»»
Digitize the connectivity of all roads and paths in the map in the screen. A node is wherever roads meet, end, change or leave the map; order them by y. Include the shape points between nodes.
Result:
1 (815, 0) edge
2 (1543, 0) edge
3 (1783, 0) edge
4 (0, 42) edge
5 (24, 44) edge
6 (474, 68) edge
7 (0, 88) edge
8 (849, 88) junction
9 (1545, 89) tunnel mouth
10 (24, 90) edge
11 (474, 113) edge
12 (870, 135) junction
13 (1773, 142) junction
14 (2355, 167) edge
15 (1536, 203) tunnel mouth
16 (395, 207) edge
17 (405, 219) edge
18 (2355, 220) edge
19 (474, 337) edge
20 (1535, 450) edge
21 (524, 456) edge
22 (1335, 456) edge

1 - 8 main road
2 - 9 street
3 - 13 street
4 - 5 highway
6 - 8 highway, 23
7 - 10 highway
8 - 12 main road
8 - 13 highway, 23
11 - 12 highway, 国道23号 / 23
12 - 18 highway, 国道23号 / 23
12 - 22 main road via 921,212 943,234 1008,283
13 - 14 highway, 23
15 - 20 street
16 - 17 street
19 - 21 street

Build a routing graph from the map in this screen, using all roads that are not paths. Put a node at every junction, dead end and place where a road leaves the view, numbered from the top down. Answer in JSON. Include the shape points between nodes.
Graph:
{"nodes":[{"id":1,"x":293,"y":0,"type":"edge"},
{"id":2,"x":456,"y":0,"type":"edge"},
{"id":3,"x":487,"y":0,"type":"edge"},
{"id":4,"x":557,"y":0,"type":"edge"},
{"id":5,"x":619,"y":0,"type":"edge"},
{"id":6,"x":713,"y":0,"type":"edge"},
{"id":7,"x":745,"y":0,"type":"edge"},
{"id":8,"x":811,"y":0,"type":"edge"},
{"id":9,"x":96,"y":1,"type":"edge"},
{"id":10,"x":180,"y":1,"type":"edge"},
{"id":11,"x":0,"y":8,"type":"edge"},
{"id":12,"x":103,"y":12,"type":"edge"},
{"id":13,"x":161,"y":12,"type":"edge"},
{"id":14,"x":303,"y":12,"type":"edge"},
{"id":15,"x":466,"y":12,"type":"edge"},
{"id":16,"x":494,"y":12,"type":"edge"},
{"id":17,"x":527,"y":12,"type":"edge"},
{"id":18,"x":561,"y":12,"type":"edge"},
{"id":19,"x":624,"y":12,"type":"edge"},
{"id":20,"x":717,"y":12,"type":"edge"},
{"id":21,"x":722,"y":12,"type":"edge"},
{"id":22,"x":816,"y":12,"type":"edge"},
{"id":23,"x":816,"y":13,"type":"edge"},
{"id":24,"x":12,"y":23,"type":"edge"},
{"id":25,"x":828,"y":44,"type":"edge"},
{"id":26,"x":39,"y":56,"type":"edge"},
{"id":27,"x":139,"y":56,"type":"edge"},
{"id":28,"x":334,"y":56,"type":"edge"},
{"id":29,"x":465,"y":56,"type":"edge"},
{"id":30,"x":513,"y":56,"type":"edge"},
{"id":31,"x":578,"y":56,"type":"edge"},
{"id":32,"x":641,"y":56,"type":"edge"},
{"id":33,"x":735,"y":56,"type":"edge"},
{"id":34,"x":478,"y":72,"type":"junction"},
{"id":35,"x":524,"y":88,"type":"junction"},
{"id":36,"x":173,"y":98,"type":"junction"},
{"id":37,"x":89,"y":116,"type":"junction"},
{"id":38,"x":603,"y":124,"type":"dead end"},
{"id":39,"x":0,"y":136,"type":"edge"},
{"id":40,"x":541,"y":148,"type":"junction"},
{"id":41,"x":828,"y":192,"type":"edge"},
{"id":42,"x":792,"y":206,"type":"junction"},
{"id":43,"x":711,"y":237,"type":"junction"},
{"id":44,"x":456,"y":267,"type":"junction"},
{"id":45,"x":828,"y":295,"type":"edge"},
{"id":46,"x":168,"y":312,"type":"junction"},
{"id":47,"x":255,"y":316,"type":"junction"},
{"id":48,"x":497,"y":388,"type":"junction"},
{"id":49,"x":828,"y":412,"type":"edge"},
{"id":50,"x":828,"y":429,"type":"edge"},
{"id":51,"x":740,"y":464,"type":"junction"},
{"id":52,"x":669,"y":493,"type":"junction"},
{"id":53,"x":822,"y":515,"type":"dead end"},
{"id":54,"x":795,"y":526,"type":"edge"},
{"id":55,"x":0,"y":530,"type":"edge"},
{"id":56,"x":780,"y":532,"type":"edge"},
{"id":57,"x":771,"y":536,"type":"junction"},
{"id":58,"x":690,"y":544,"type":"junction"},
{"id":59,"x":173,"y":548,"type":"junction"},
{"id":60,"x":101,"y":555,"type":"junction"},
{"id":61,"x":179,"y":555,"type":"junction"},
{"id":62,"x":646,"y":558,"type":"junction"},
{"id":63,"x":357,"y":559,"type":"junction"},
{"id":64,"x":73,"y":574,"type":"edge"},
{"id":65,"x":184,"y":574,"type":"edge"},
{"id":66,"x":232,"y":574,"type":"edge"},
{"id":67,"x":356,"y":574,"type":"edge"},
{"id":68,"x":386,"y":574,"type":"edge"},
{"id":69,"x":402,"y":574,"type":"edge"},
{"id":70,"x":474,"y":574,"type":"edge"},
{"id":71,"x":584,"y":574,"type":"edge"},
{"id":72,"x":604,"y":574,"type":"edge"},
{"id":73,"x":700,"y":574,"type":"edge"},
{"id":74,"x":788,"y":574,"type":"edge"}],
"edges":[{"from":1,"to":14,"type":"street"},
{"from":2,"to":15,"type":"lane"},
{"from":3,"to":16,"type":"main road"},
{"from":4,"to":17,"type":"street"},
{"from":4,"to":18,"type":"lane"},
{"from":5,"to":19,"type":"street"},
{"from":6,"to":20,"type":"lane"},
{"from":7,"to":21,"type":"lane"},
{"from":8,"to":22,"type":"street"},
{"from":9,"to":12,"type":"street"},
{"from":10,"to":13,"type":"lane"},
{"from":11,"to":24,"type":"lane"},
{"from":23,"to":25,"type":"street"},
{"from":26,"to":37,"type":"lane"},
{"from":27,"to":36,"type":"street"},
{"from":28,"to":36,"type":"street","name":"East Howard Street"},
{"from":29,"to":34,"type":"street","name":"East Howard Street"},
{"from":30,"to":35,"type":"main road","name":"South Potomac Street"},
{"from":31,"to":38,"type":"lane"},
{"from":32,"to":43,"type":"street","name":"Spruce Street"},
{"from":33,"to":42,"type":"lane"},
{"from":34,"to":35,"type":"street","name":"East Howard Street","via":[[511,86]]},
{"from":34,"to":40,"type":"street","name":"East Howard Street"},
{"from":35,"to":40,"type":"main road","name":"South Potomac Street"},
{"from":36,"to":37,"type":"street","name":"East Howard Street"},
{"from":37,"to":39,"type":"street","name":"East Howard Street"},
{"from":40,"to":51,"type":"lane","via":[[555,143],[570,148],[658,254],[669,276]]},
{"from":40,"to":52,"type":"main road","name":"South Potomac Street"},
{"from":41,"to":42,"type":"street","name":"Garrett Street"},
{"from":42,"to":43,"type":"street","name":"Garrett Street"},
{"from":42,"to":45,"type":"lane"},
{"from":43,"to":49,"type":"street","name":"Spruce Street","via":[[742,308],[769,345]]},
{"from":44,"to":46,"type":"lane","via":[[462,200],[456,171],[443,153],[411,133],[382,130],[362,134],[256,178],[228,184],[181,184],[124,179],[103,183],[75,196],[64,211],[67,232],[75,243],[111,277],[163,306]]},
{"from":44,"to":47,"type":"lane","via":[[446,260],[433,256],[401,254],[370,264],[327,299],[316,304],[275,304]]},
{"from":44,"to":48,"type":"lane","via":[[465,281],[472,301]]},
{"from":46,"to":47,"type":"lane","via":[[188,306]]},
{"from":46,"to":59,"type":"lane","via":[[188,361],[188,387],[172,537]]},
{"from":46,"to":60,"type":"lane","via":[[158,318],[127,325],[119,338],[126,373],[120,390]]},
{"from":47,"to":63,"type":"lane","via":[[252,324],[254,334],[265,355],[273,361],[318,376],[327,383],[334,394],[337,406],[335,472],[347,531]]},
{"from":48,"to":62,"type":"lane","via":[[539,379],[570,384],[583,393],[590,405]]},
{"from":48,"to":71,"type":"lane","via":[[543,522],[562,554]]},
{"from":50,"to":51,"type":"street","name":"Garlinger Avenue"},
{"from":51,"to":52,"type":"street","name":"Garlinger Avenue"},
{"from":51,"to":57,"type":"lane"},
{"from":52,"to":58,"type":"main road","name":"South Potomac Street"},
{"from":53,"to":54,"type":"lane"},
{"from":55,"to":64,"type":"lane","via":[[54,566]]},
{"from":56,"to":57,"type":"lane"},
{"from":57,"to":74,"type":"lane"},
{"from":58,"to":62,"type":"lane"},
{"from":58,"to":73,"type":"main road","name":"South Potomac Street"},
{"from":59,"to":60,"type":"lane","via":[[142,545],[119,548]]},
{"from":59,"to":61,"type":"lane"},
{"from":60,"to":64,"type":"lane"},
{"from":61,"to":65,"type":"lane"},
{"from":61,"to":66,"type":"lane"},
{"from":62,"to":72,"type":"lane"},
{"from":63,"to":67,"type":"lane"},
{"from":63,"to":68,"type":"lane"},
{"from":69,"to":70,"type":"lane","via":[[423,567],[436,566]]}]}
««
Using the entries above, quote each line verbatim from the first through the line that contains "Build a routing".

Digitize the connectivity of all roads and paths in the map in the screen. A node is wherever roads meet, end, change or leave the map; order them by y. Include the shape points between nodes.
Result:
1 (815, 0) edge
2 (1543, 0) edge
3 (1783, 0) edge
4 (0, 42) edge
5 (24, 44) edge
6 (474, 68) edge
7 (0, 88) edge
8 (849, 88) junction
9 (1545, 89) tunnel mouth
10 (24, 90) edge
11 (474, 113) edge
12 (870, 135) junction
13 (1773, 142) junction
14 (2355, 167) edge
15 (1536, 203) tunnel mouth
16 (395, 207) edge
17 (405, 219) edge
18 (2355, 220) edge
19 (474, 337) edge
20 (1535, 450) edge
21 (524, 456) edge
22 (1335, 456) edge

1 - 8 main road
2 - 9 street
3 - 13 street
4 - 5 highway
6 - 8 highway, 23
7 - 10 highway
8 - 12 main road
8 - 13 highway, 23
11 - 12 highway, 国道23号 / 23
12 - 18 highway, 国道23号 / 23
12 - 22 main road via 921,212 943,234 1008,283
13 - 14 highway, 23
15 - 20 street
16 - 17 street
19 - 21 street

Build a routing graph from the map in this screen, using all roads that are not paths. Put a node at every junction, dead end and place where a road leaves the view, numbered from the top down. Answer in JSON. Include the shape points between nodes.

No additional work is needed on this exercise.